The best WordPress security tips and plugins that you don’t know about yet
but need to.
There’s no reason to reiterate why WordPress is one of the best CMS and widely-used in the world. So let’s get down to business. Here are three WordPress security tips that you need to integrate today:
1 – Hiding the default WordPress administrative login URL.
Hackers and bots (designed by hackers) can detect if your website is using WordPress simply by visiting /wp-admin after your website’s URL. This is the default WordPress admin dashboard page: www.yourwebsitehere.com/wp-admin
When a bot/hacker finds that this login page exists now:
- It’s obvious that your website runs WordPress. It may not be identifiable which version, but hackers can use exploits for every older version of WordPress, and if you haven’t updated your site in time, you are at risk. Even if you do constantly update, you can be hit with a 0Day exploit: one that hasn’t been patched by WordPress yet.
- It has the location of the golden door. The secret entrance. Your websites.. private parts. If a hacker gets unauthorized access of your WordPress administrative dashboard, they can redirect your website to a fraudulent site, potentially causing your customers to get their credit card information stolen or worse. If you don’t do your rightful part in securing your website, you may even be sued by your own customers!
Bots and brute forcing tools can be used to guess hundreds or thousands of different combinations of usernames and passwords, until sometimes they guess correctly.
2 – Hiding the fact that your website was even created with WordPress.
Going along with some points in #1, if your website is identifiable as WordPress, exploits can be ran against your installation. Even with an up-to-date WordPress; other plugins, themes, and custom code can also render your website vulnerable.
To fix problems #1 and #2 simultaneously, I highly recommend a WordPress plugin called WP Hide & Security Enhancer. The free version provides you with everything you need to change your login URL, admin dashboard location, and default WordPress folder names, along with a lot more. The only con to this plugin is that some users may consider it too complex with all of the options present.
3 – Changing folder and file permissions.
By default, WordPress tries to change some file permissions to it’s best ability. However, it is limited by it’s own permissions given when uploaded (or installed through a control panel). File/folder permissions in this case are specific to Linux web hosting. They can be seen/edited with an FTP client (such as FileZilla) or sometimes on a web host’s file browser.
WordPress themselves always recommend changing the permission of the wp-config.php file right away, something that the installer is unable to do itself. Ideally, you want to always try for the least permissive option, and only if it encounters errors should you increase. In the case of wp-config.php: 400, otherwise 440 is ideal.
Some plugins require the /wp-content/ folder, /wp-content/cache/, and /wp-content/uploads/ to be writable, and require 755 permissions. It’s suggested to leave these directories at 750 otherwise.

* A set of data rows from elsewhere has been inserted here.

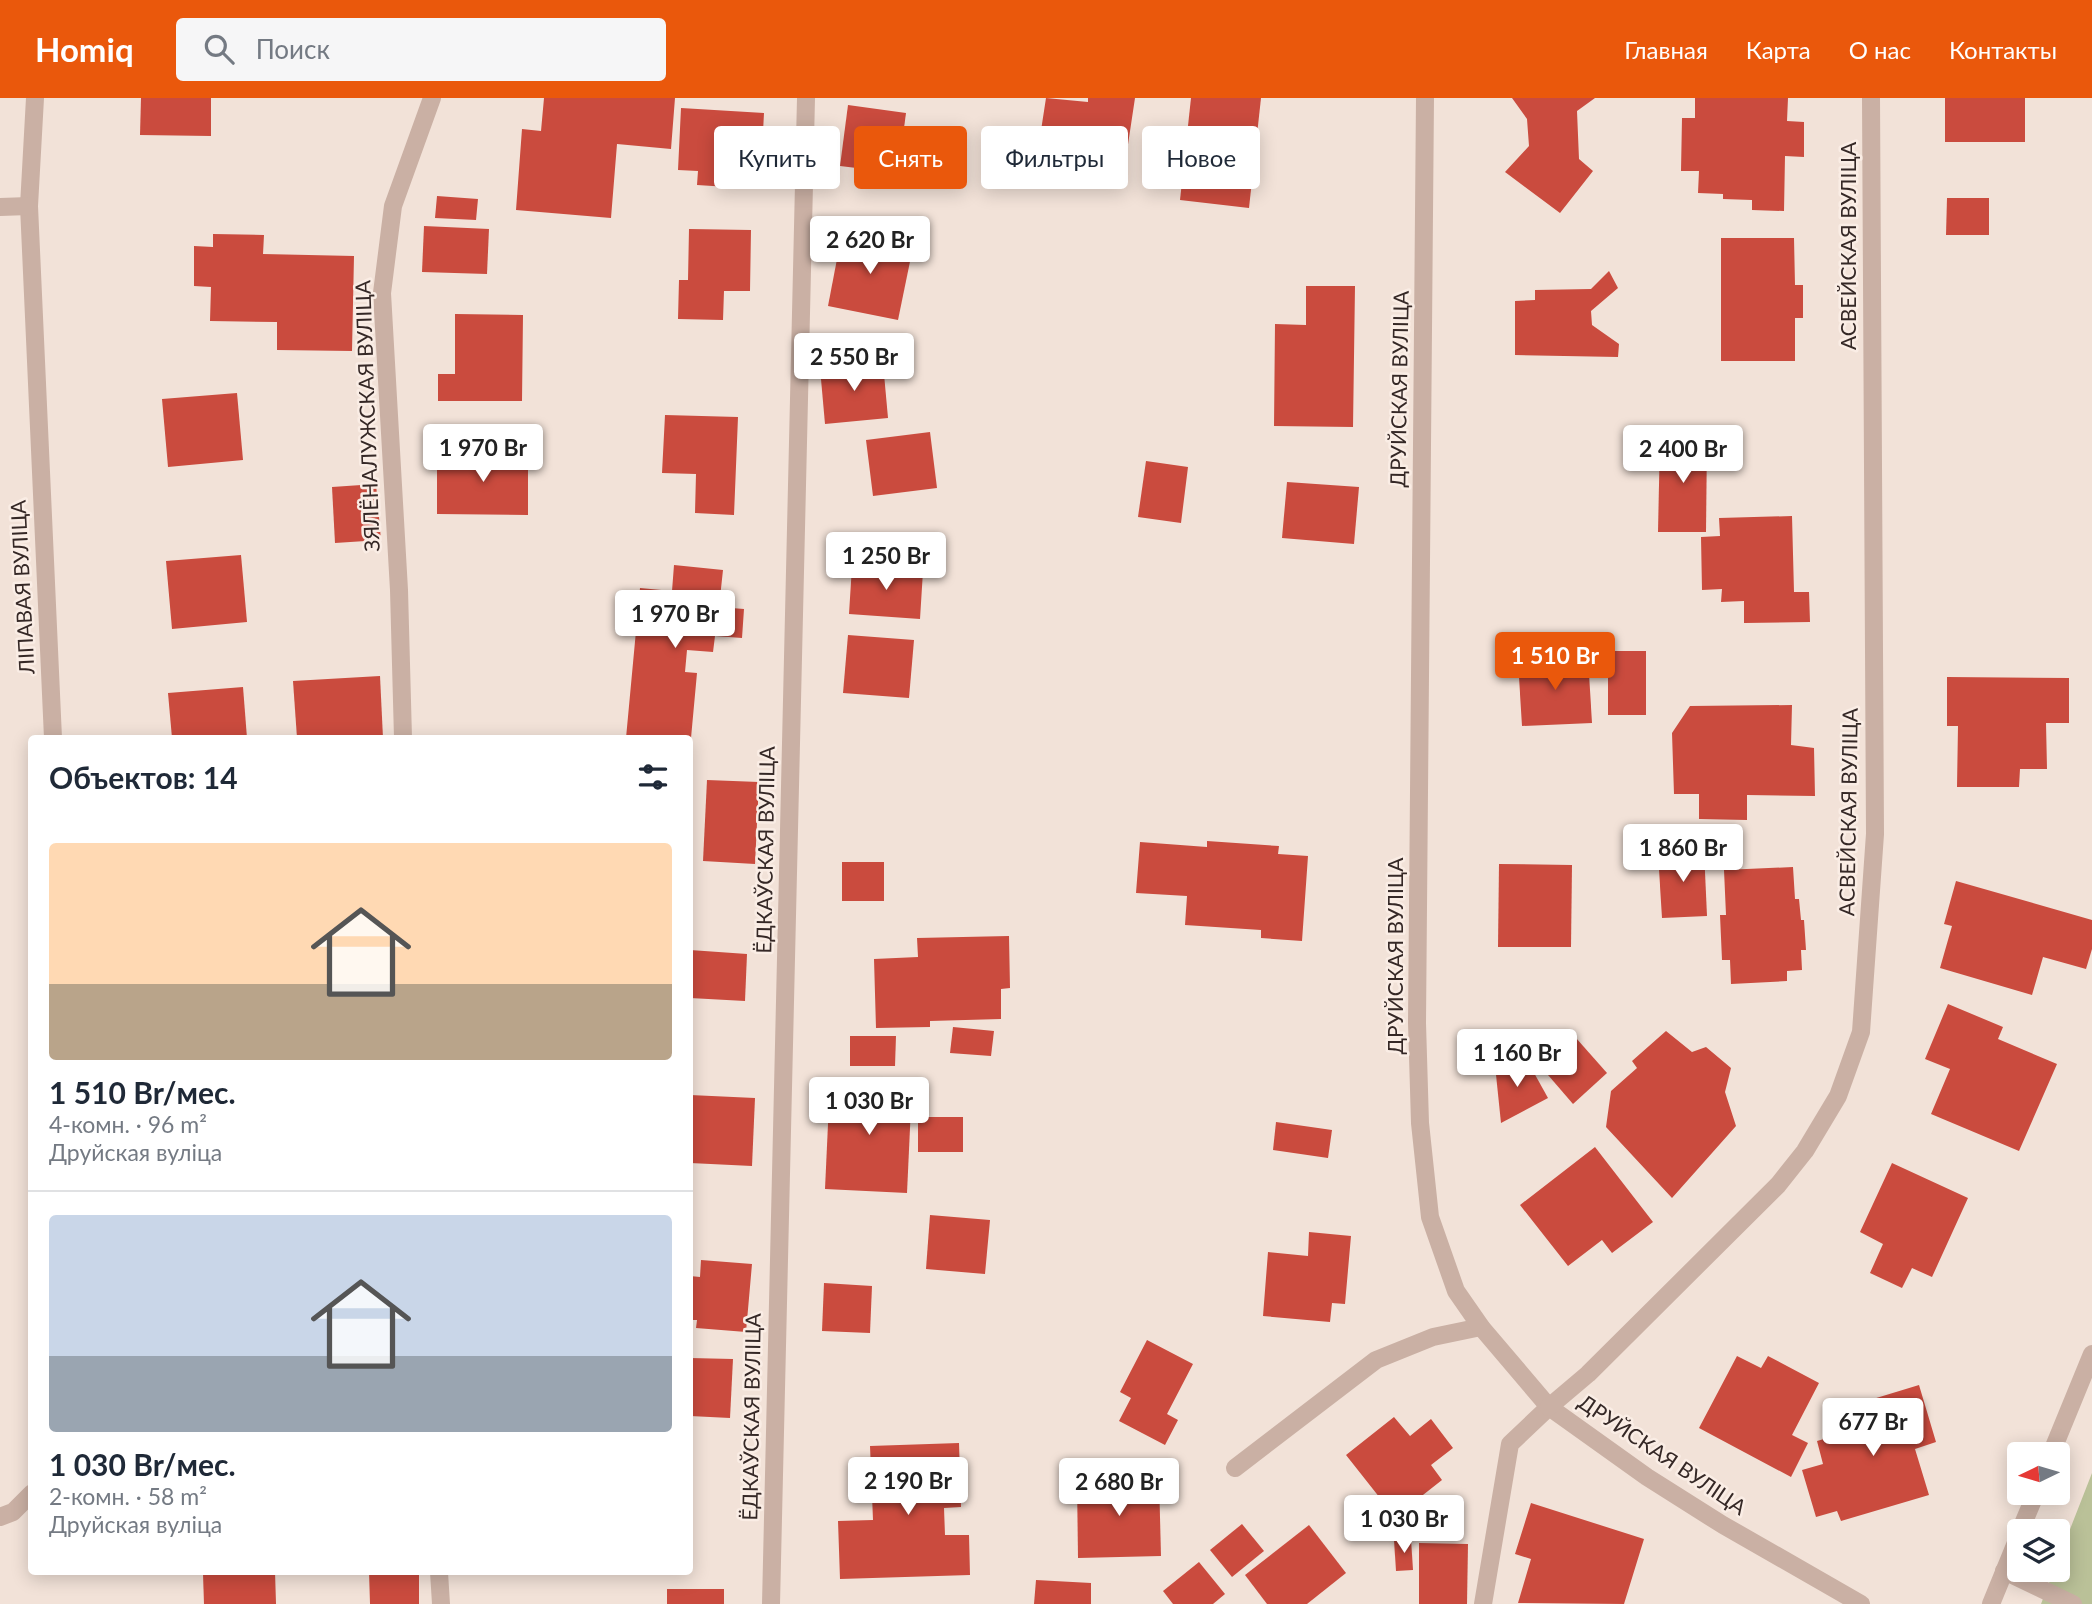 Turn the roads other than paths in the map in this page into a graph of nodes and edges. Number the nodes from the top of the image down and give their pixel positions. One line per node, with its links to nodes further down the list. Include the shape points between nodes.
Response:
1 (35, 98): 6 (street, ЛІПАВАЯ ВУЛІЦА)
2 (432, 98): 9 (street, ЗЯЛЁНАЛУЖСКАЯ ВУЛІЦА, via 393,206 382,293)
3 (806, 98): 21 (street, ЁДКАЎСКАЯ ВУЛІЦА)
4 (1425, 98): 10 (street, ДРУЙСКАЯ ВУЛІЦА, via 1420,1123 1430,1217 1456,1291)
5 (1871, 98): 12 (street, АСВЕЙСКАЯ ВУЛІЦА, via 1875,834 1861,1032 1838,1096 1778,1185)
6 (29, 206): 7 (street); 8 (street, ЛІПАВАЯ ВУЛІЦА)
7 (0, 207)
8 (53, 735)
9 (403, 735)
10 (1481, 1327): 12 (street, ДРУЙСКАЯ ВУЛІЦА); 14 (street, via 1433,1337 1376,1360)
11 (2092, 1354): 13 (street)
12 (1549, 1407): 22 (street, АСВЕЙСКАЯ ВУЛІЦА, via 1510,1444); 23 (street, ДРУЙСКАЯ ВУЛІЦА, via 1723,1525)
13 (2057, 1442)
14 (1235, 1468)
15 (28, 1497): 16 (street)
16 (0, 1517)
17 (2007, 1564): 18 (street)
18 (2004, 1571): 24 (street); 25 (street)
19 (439, 1575): 20 (street)
20 (441, 1604)
21 (771, 1604)
22 (1483, 1604)
23 (1861, 1604)
24 (1991, 1604)
25 (2073, 1604) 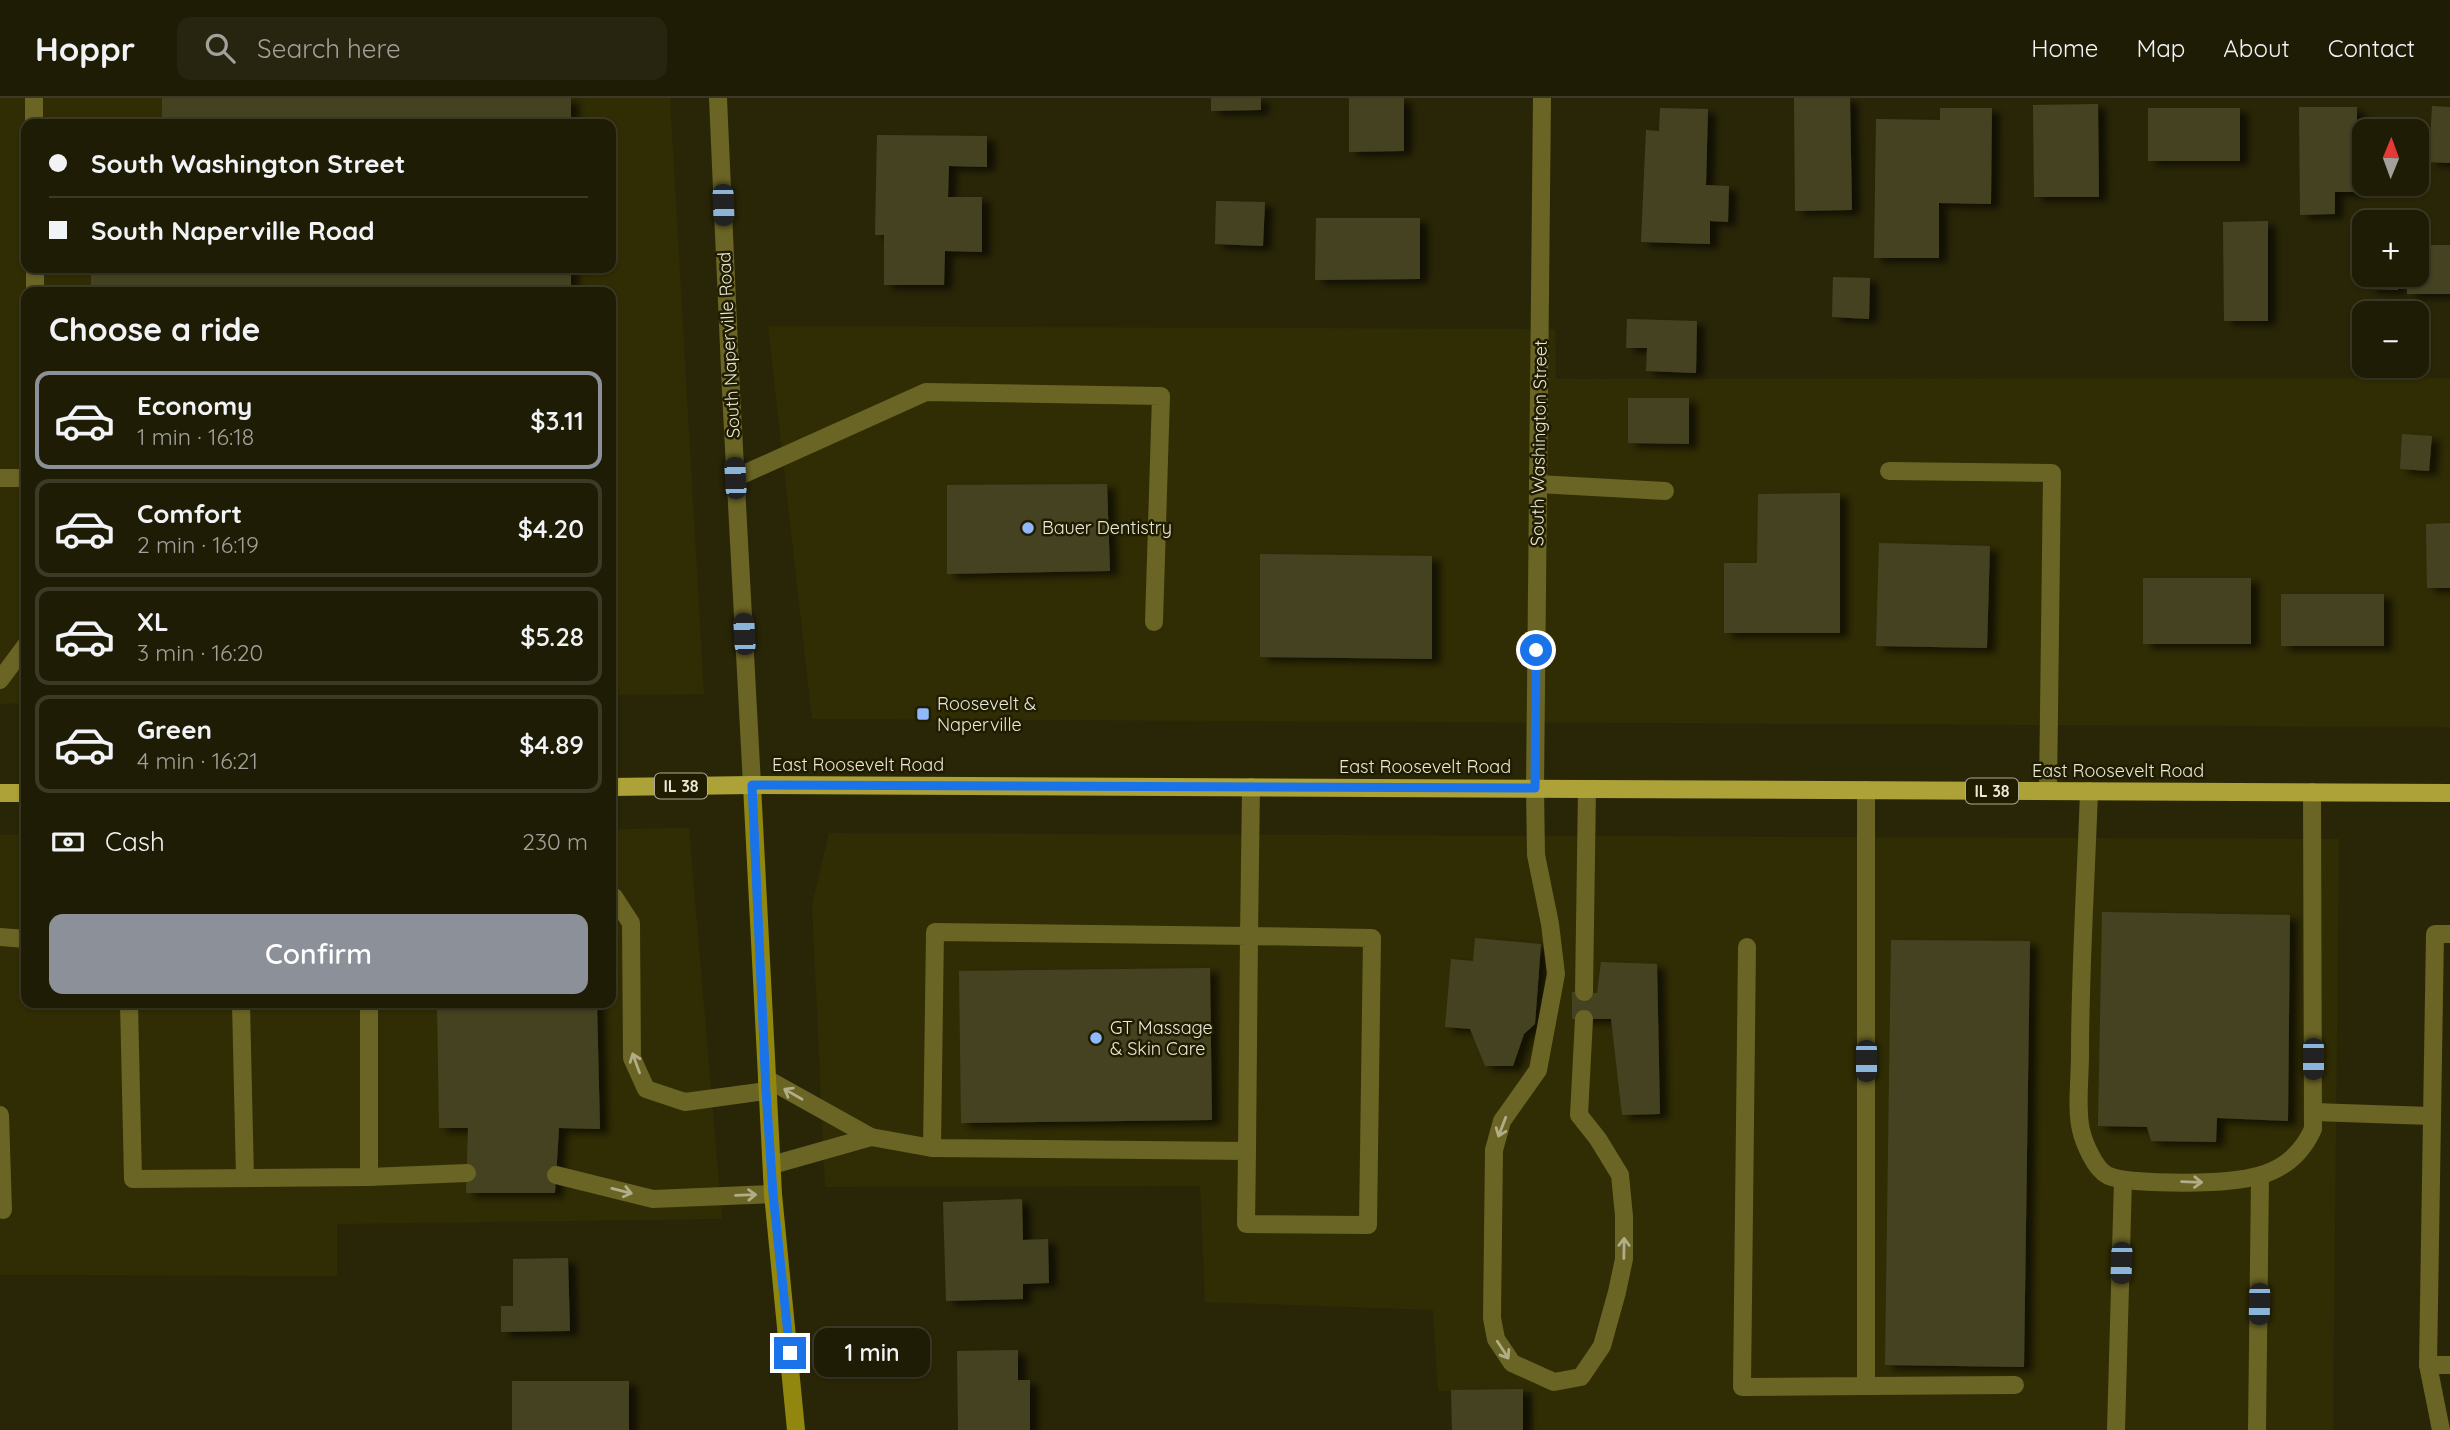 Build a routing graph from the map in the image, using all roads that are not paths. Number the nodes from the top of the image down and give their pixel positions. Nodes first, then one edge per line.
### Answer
1 (34, 98) edge
2 (718, 98) edge
3 (1542, 98) edge
4 (34, 119) edge
5 (1889, 471) dead end
6 (0, 478) edge
7 (21, 478) edge
8 (735, 478) junction
9 (1538, 484) junction
10 (1665, 491) dead end
11 (1154, 622) dead end
12 (21, 652) edge
13 (0, 680) edge
14 (752, 785) junction
15 (616, 787) edge
16 (1251, 787) junction
17 (1535, 788) junction
18 (1587, 789) junction
19 (1866, 790) junction
20 (2089, 791) junction
21 (2048, 792) junction
22 (2312, 792) junction
23 (0, 793) edge
24 (21, 793) edge
25 (2450, 793) edge
26 (616, 900) edge
27 (2450, 934) edge
28 (1249, 936) junction
29 (0, 937) edge
30 (21, 939) edge
31 (1747, 947) dead end
32 (1584, 992) dead end
33 (129, 1008) edge
34 (241, 1008) edge
35 (369, 1008) edge
36 (1584, 1019) dead end
37 (767, 1085) junction
38 (2313, 1112) junction
39 (0, 1115) edge
40 (2431, 1116) junction
41 (871, 1137) junction
42 (932, 1148) junction
43 (1247, 1151) junction
44 (772, 1165) junction
45 (467, 1173) dead end
46 (556, 1174) dead end
47 (369, 1177) junction
48 (2260, 1177) junction
49 (245, 1178) junction
50 (2123, 1180) junction
51 (773, 1194) junction
52 (3, 1210) dead end
53 (2428, 1365) junction
54 (2450, 1365) edge
55 (2015, 1385) dead end
56 (1866, 1387) junction
57 (796, 1430) edge
58 (2116, 1430) edge
59 (2258, 1430) edge
60 (2441, 1430) edge

1 - 4 street
2 - 8 street, South Naperville Road
3 - 9 street, South Washington Street
5 - 21 street
6 - 7 street
8 - 11 street
8 - 14 street, South Naperville Road
9 - 10 street
9 - 17 street, South Washington Street
12 - 13 street
14 - 15 main road, East Roosevelt Road / IL 38
14 - 16 main road, East Roosevelt Road / IL 38
14 - 37 main road, South Naperville Road
16 - 17 main road, East Roosevelt Road / IL 38
16 - 28 street
17 - 18 main road, East Roosevelt Road / IL 38
17 -> 36 street, South Washington Street
18 - 19 main road, East Roosevelt Road / IL 38
18 - 32 street
19 - 21 main road, East Roosevelt Road / IL 38
19 - 56 street
20 - 21 main road, East Roosevelt Road / IL 38
20 - 22 main road, East Roosevelt Road / IL 38
20 - 50 street
22 - 25 main road, East Roosevelt Road / IL 38
22 - 38 street
23 - 24 main road
37 -> 26 street
27 - 40 street
28 - 42 street
28 - 43 street
28 - 43 street
29 - 30 street
31 - 56 street
33 - 49 street
34 - 49 street
35 - 47 street
41 -> 37 street
37 - 44 main road, South Naperville Road
38 - 40 street
38 - 48 street
39 - 52 street
40 - 53 street
41 - 42 street
41 - 44 street
42 - 43 street
44 - 51 main road, South Naperville Road
45 - 47 street
46 -> 51 street
47 - 49 street
50 -> 48 street
48 - 59 street
50 - 58 street
51 - 57 main road, South Naperville Road
53 - 54 street
53 - 60 street
55 - 56 street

All files should be 640 or 644 (except wp-config.php).
No directories should ever be given 777 permissions, even upload directories.
4 – Adding 2FA (Two Factor Authentication)
Adding additional security for your admin account is highly recommended in all instances. Unfortunately, WordPress’ free software doesn’t come packed with the 2FA option. Instead, you will have to use a plugin. Two of the most popular and highly-rated 2FA plugins are:
- “Two Factor Authentication” plugin by David Anderson
As one of the most popular 2FA plugins on the WP market, Two Factor Authentication touts 2FA ability for individual users, available on a per-role basis (ie. available for admins but not subscribers), and support for Google Authenticator, Authy and more.
As of writing this article, Two Factor Authentication has been tested on up-to WordPress v5.8, and requires PHP 5.6+.
- “WP 2FA” by WP White Security
A bit less downloaded than the previously mentioned plugin, WP 2FA comes with a slightly higher rating among it’s users. Features such as free two-factor authentication for all users, 2FA backup code support, and Google Authenticator, Authy, OTP and others.
As of writing this article, WP 2FA has been tested on up-to WordPress v5.7.2, and requires PHP 7.0+. Keep this in mind, as it will exclude many older websites, WordPress installations, and perhaps older plugins & themes.
A notable mention, Wordfence Login Security offers two-factor authentication as well as CAPTCHA integration, and tips the scales as the highest-downloaded 2FA plugin on the WordPress market.